El Fondo Monetario Internacional (FMI) está extremadamente pesimista con el futuro inmediato de la economía como consecuencia de los efectos del covid-19 en los sectores productivos. En 75 años no había hecho una proyección tan sombría como la publicada por Gita Gopinath, su economista jefe.
Así como la caída de Wall Street el 29 de octubre de 1929 dio inicio a la Gran Depresión, un período que se extendió por una década, a la caída de la economía mundial por el impacto del covid-19 se le ha dado el mote de Gran Cierre, término que se vincula con el cese de la mayoría de las actividades productivas por recomendación sanitaria.
Durante el “crack” de 1929 el valor de las acciones de las empresas cayó en más de un 50% en su mayoría, obligando a cierre de industrias importantes. Como consecuencia hubo un efecto “spread” por todo el mundo, lo que se sumó a la crisis que de por sí venía padeciendo Europa luego de la Primera Guerra Mundial que redujo su población en casi un 10% y destruyó su aparato productivo.
Ahora, por efectos del coronavirus, el FMI prevé una caída cercana al 3% del producto interno bruto (PIB) global. Incluso, será peor al impacto de la crisis financiera de 2008 y 2009, que permitió un recibimiento de apenas 0.1%. Estados Unidos, estima, experimentará una caída en su economía de -5.9% y la Zona Euro de -7.5%, mientras que en Japón será de un -5.2%. En Asia sólo se salvan China, donde se dio el primer caso de covid-19, e India, donde apenas crecerá un 1.2% y 1.9%, respectivamente.
Las proyecciones del FMI es que el producto interior bruto del Reino Unido caerá un 6.5%; en Rusia, un 5.5%; en Sudáfrica, un 5.8%; Turquía retrocederá en un 5%, y Arabia Saudí un 2.3%.
La Gran Depresión, quizá por las características de la sociedad de principios del siglo XX, tuvo consecuencias económicas, sociales y políticas. El Gran Cierre, ahora por el covid-19, posiblemente no tendrá consecuencias políticas, pero sí económicas y sociales.

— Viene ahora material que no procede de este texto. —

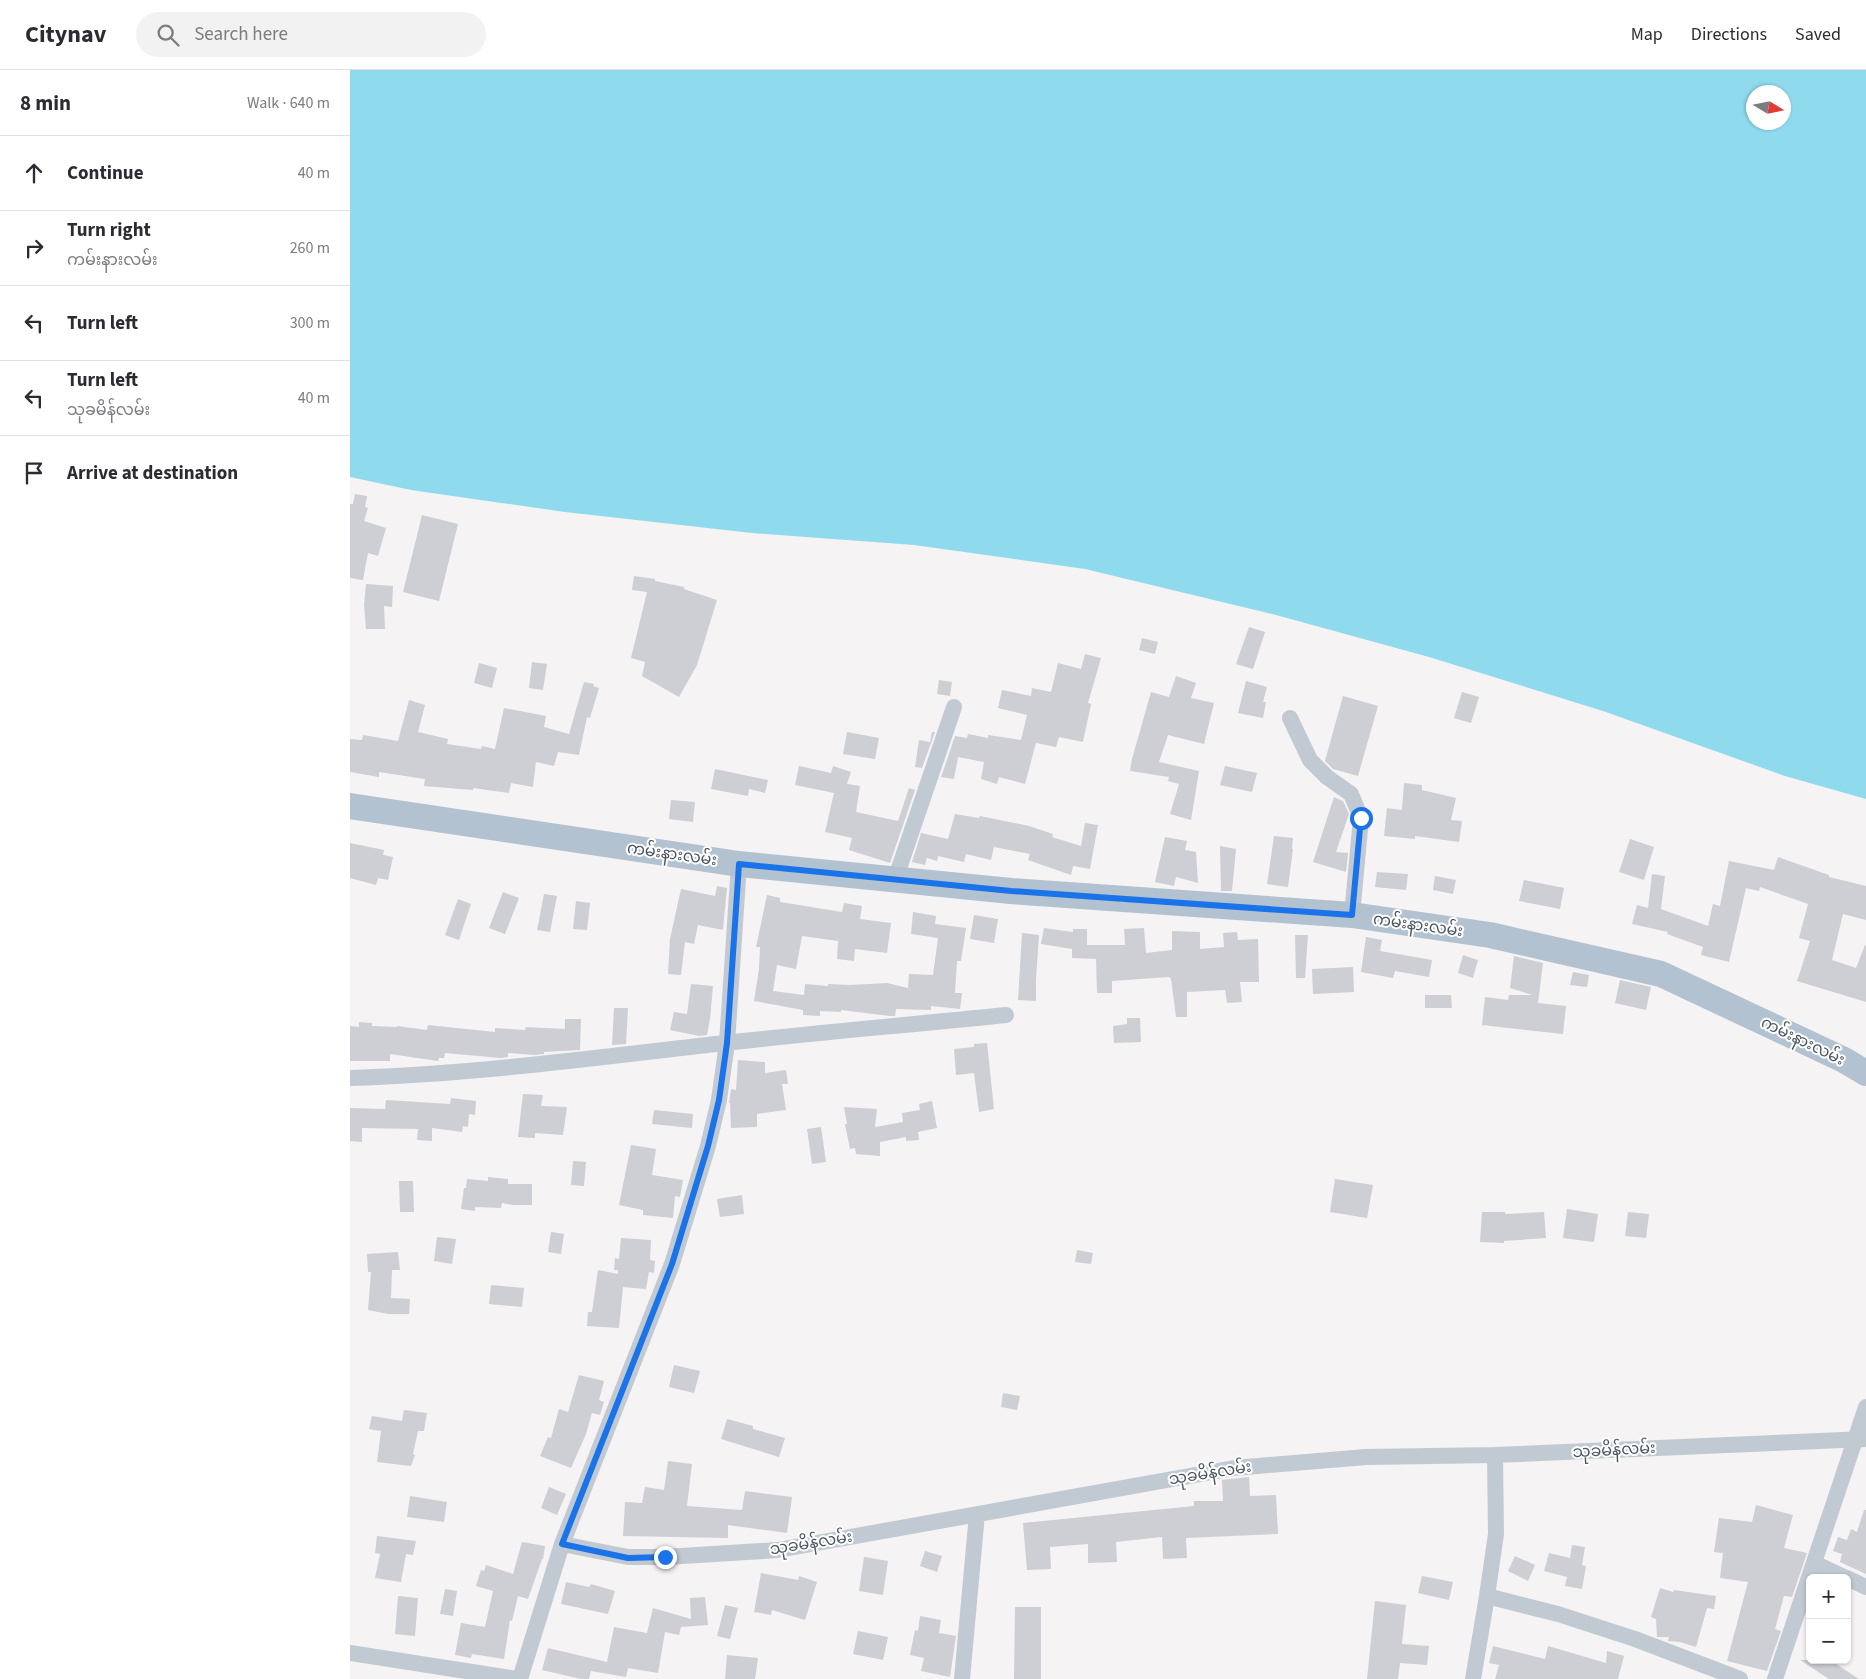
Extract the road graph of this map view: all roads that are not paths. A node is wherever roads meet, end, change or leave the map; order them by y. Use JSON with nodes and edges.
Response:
{"nodes":[{"id":1,"x":954,"y":707,"type":"dead end"},
{"id":2,"x":1290,"y":718,"type":"dead end"},
{"id":3,"x":350,"y":806,"type":"edge"},
{"id":4,"x":739,"y":864,"type":"junction"},
{"id":5,"x":895,"y":880,"type":"junction"},
{"id":6,"x":1352,"y":915,"type":"junction"},
{"id":7,"x":1006,"y":1015,"type":"dead end"},
{"id":8,"x":727,"y":1043,"type":"junction"},
{"id":9,"x":1866,"y":1073,"type":"edge"},
{"id":10,"x":350,"y":1078,"type":"edge"},
{"id":11,"x":1866,"y":1407,"type":"edge"},
{"id":12,"x":1861,"y":1439,"type":"edge"},
{"id":13,"x":1496,"y":1455,"type":"junction"},
{"id":14,"x":977,"y":1514,"type":"junction"},
{"id":15,"x":562,"y":1544,"type":"junction"},
{"id":16,"x":1814,"y":1563,"type":"junction"},
{"id":17,"x":1838,"y":1574,"type":"edge"},
{"id":18,"x":1851,"y":1580,"type":"edge"},
{"id":19,"x":1866,"y":1586,"type":"edge"},
{"id":20,"x":1487,"y":1596,"type":"junction"},
{"id":21,"x":350,"y":1653,"type":"edge"},
{"id":22,"x":519,"y":1679,"type":"edge"},
{"id":23,"x":962,"y":1679,"type":"edge"},
{"id":24,"x":1473,"y":1679,"type":"edge"},
{"id":25,"x":1740,"y":1679,"type":"edge"},
{"id":26,"x":1775,"y":1679,"type":"edge"}],
"edges":[{"from":1,"to":5,"type":"street"},
{"from":2,"to":6,"type":"street"},
{"from":3,"to":4,"type":"main road","name":"ကမ်းနားလမ်း"},
{"from":4,"to":5,"type":"main road","name":"ကမ်းနားလမ်း"},
{"from":4,"to":8,"type":"street"},
{"from":5,"to":6,"type":"main road","name":"ကမ်းနားလမ်း"},
{"from":6,"to":9,"type":"main road","name":"ကမ်းနားလမ်း"},
{"from":7,"to":8,"type":"street"},
{"from":8,"to":10,"type":"street"},
{"from":8,"to":15,"type":"street"},
{"from":11,"to":12,"type":"street"},
{"from":12,"to":13,"type":"street","name":"သုခမိန်လမ်း"},
{"from":12,"to":16,"type":"street"},
{"from":13,"to":14,"type":"street","name":"သုခမိန်လမ်း"},
{"from":13,"to":20,"type":"street"},
{"from":14,"to":15,"type":"street","name":"သုခမိန်လမ်း"},
{"from":14,"to":23,"type":"street"},
{"from":15,"to":22,"type":"street"},
{"from":16,"to":17,"type":"street"},
{"from":16,"to":26,"type":"street"},
{"from":18,"to":19,"type":"street"},
{"from":20,"to":24,"type":"street"},
{"from":20,"to":25,"type":"street"},
{"from":21,"to":22,"type":"street"}]}
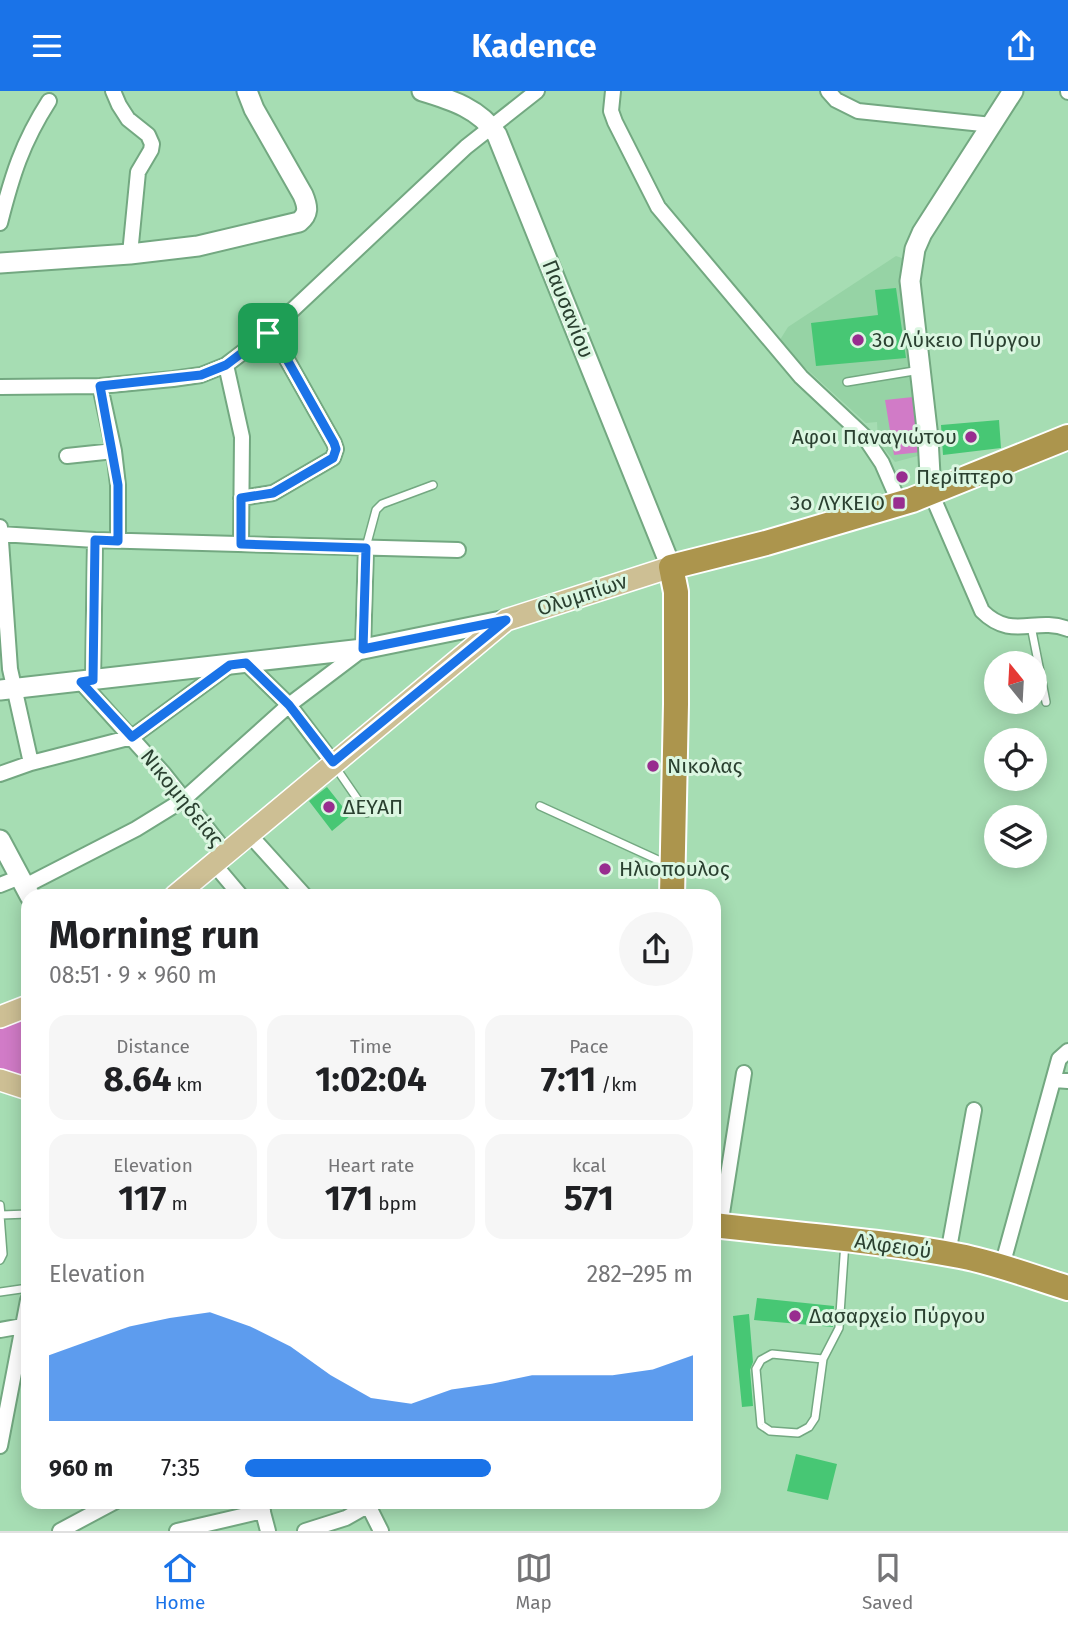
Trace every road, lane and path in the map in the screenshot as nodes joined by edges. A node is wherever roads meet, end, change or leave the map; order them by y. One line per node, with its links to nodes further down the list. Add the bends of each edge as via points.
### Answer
1 (113, 91): 13 (street, via 128,119 152,144 138,172)
2 (247, 91): 13 (street, via 303,195 305,218 286,227 198,246)
3 (422, 91): 8 (street, Παυσανίου)
4 (537, 91): 10 (street)
5 (828, 91): 11 (street, via 858,111)
6 (1013, 91): 11 (street)
7 (609, 92): 27 (street, via 615,123 658,207 801,377 864,436)
8 (461, 98): 10 (street, Παυσανίου)
9 (48, 101): 12 (street, via 17,160)
10 (491, 125): 15 (street); 35 (street, Παυσανίου, via 506,152)
11 (992, 125): 17 (street, via 930,218 915,249 910,281)
12 (0, 223)
13 (130, 254): 14 (street)
14 (0, 263)
15 (268, 333): 16 (street); 26 (street, via 334,443 335,454 273,493)
16 (226, 365): 19 (street, via 192,377); 26 (street, via 242,437)
17 (920, 370): 18 (lane); 25 (street)
18 (847, 382)
19 (100, 386): 20 (street); 22 (street)
20 (0, 387)
21 (1068, 437): 25 (highway, Ολυμπίων)
22 (114, 451): 23 (street); 31 (street)
23 (66, 456)
24 (433, 485): 33 (lane, via 382,503)
25 (931, 493): 27 (highway, Ολυμπίων); 37 (street, via 982,611 998,625)
26 (241, 498): 32 (street)
27 (900, 502): 35 (highway, Ολυμπίων)
28 (0, 525): 29 (street)
29 (0, 534): 30 (street); 43 (street)
30 (95, 540): 31 (street); 42 (street)
31 (118, 541): 32 (street)
32 (241, 544): 33 (street)
33 (366, 548): 34 (street); 39 (street)
34 (458, 550)
35 (671, 567): 36 (main road, Ολυμπίων); 55 (highway, via 676,591)
36 (506, 620): 39 (street); 46 (main road, Ολυμπίων)
37 (1031, 627): 38 (street); 40 (lane)
38 (1068, 629)
39 (363, 649): 41 (street); 44 (street)
40 (1036, 651)
41 (238, 664): 42 (street); 44 (street); 45 (street)
42 (87, 681): 43 (street); 45 (street, Νικομηδείας)
43 (8, 682): 47 (street)
44 (289, 705): 46 (street); 49 (street)
45 (132, 737): 47 (street); 49 (street, Νικομηδείας)
46 (333, 762): 51 (lane); 52 (main road, Ολυμπίων)
47 (31, 763): 48 (street)
48 (0, 774)
49 (183, 800): 54 (street, Νικομηδείας); 57 (street)
50 (540, 806): 55 (lane)
51 (368, 813)
52 (249, 834): 54 (main road, Ολυμπίων); 60 (street)
53 (0, 840): 57 (street)
54 (220, 858): 58 (main road, Ολυμπίων); 59 (street, Νικομηδείας)
55 (673, 867): 61 (highway)
56 (0, 885): 57 (street)
57 (25, 886)
58 (183, 889)
59 (237, 889)
60 (299, 889)
61 (672, 889)
62 (21, 1009): 63 (main road)
63 (0, 1017)
64 (1068, 1051): 67 (street, via 1059,1059)
65 (744, 1073): 70 (street)
66 (0, 1080): 68 (main road)
67 (1061, 1081): 78 (street)
68 (21, 1087)
69 (974, 1110): 76 (street)
70 (721, 1202)
71 (0, 1205): 72 (lane)
72 (1, 1215): 73 (lane); 77 (lane)
73 (21, 1215)
74 (721, 1225): 75 (highway, Αλφειού)
75 (845, 1239): 76 (highway, Αλφειού); 85 (lane, via 839,1328)
76 (948, 1254): 78 (highway, Αλφειού)
77 (0, 1260)
78 (1002, 1266): 79 (highway, Αλφειού)
79 (1068, 1287)
80 (21, 1290): 81 (lane)
81 (0, 1292)
82 (21, 1326): 83 (street)
83 (0, 1330)
84 (21, 1348): 86 (street)
85 (823, 1359): 85 (lane, via 772,1354 761,1360 757,1369 761,1425 770,1431 798,1433 809,1427 815,1418)
86 (1, 1439)
87 (101, 1509): 92 (street)
88 (251, 1509): 93 (street)
89 (262, 1509): 94 (street)
90 (360, 1509): 95 (street)
91 (374, 1509): 96 (street)
92 (60, 1531)
93 (177, 1531)
94 (268, 1531)
95 (306, 1531)
96 (382, 1531)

Económicamente, la Gran Depresión provocó una caída brusca de la demanda, obligando al cierre de industrias y el despido de millones de empleados. Aunque en Estados Unidos duró alrededor de cuatro años, sus efectos globales duraron hasta 1939 cuando explotó la Segunda Guerra Mundial.
En cuanto a los efectos sociales, la crisis de 1929 generó desigualdad social y las cifras del hambre, pobreza, indigencia y criminalidad aumentaron en todo el mundo.
Ahora bien, sería bueno preguntarle al FMI por qué tanto pesimismo si las características de la sociedad son muy diferentes. Hoy día la inteligencia humana está más desarrollada y su capacidad de resiliencia es muy superior, logrando, incluso, superar con creces momentos difíciles que han surgido en los últimos 70 años. Los líderes, al final, tendrán que llegar a un gran acuerdo para poner el aparato económico global a funcionar, pues la humanidad no se suicida.
Si algo quedará como lección de esta crisis es que ha puesto a pensar sobre las razones de la existencia. Ahora es la salud y luego, porque sí, será la economía.